__What is needed__
Copy each line of the material in which the word "Fitzjohn" appears.

::::

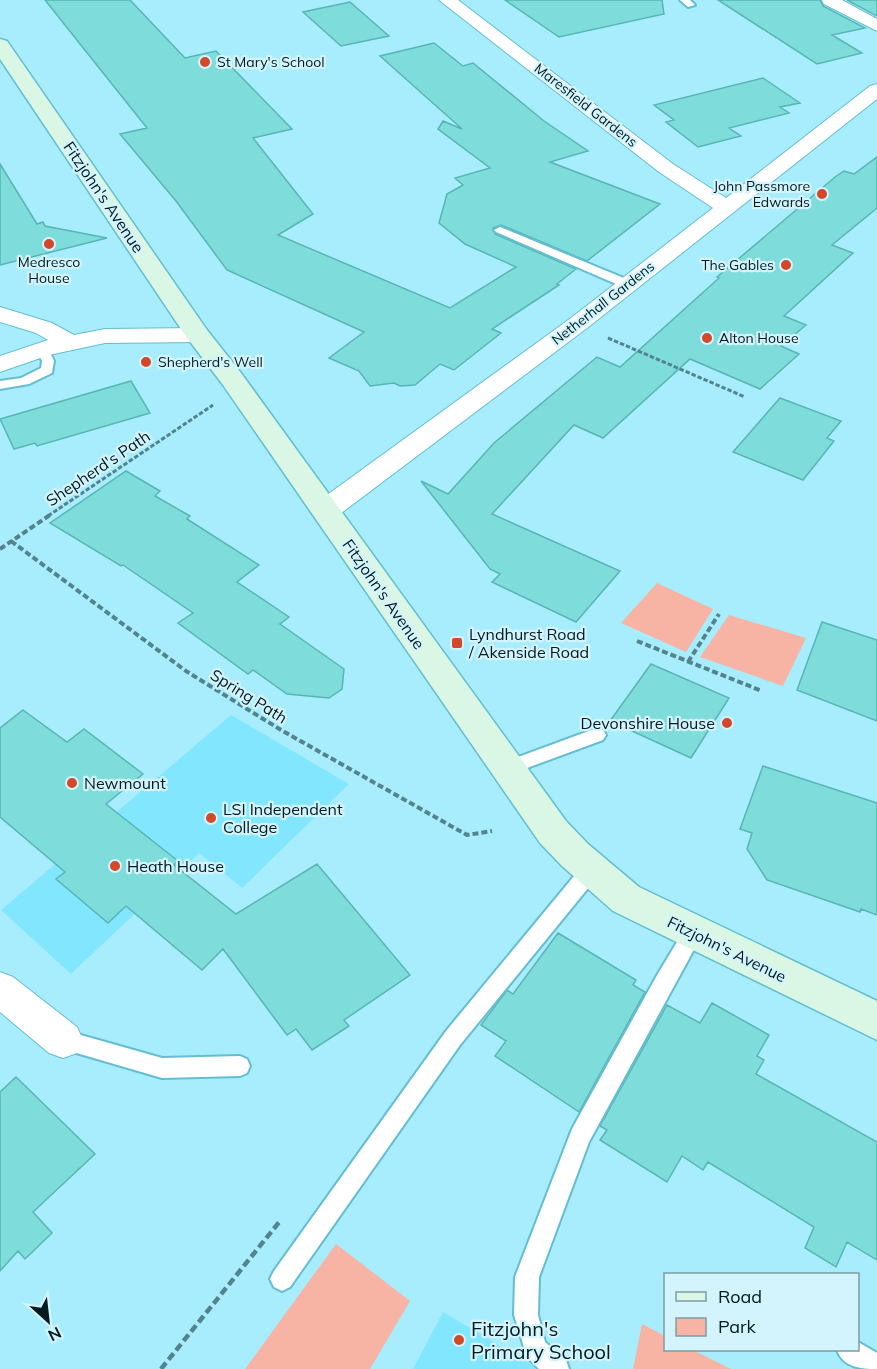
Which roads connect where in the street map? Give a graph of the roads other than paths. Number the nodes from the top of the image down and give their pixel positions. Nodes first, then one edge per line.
1 (447, 0) edge
2 (830, 0) edge
3 (877, 26) edge
4 (0, 45) edge
5 (877, 90) edge
6 (726, 207) junction
7 (500, 230) dead end
8 (627, 284) junction
9 (0, 314) edge
10 (198, 335) junction
11 (68, 342) junction
12 (42, 349) junction
13 (0, 365) edge
14 (0, 385) edge
15 (326, 510) junction
16 (597, 735) dead end
17 (508, 768) junction
18 (591, 870) junction
19 (693, 933) junction
20 (0, 989) edge
21 (877, 1021) edge
22 (63, 1040) joint
23 (240, 1066) dead end
24 (282, 1279) dead end
25 (851, 1351) edge
26 (877, 1367) edge
27 (557, 1369) edge

1 - 6 street, Maresfield Gardens
2 - 3 street
4 - 10 main road, Fitzjohn's Avenue
5 - 6 street, Netherhall Gardens
6 - 8 street, Netherhall Gardens
7 - 8 lane
8 - 15 street, Netherhall Gardens
9 - 11 street
10 - 11 street
10 - 15 main road, Fitzjohn's Avenue
11 - 12 street
12 - 13 street
12 - 14 lane
15 - 17 main road, Fitzjohn's Avenue
16 - 17 lane
17 - 18 main road, Fitzjohn's Avenue
18 - 19 main road, Fitzjohn's Avenue
18 - 24 lane
19 - 21 main road, Fitzjohn's Avenue
19 - 27 lane
20 - 22 street
22 - 23 lane
25 - 26 lane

::::

__Final answer__
4 - 10 main road, Fitzjohn's Avenue
10 - 15 main road, Fitzjohn's Avenue
15 - 17 main road, Fitzjohn's Avenue
17 - 18 main road, Fitzjohn's Avenue
18 - 19 main road, Fitzjohn's Avenue
19 - 21 main road, Fitzjohn's Avenue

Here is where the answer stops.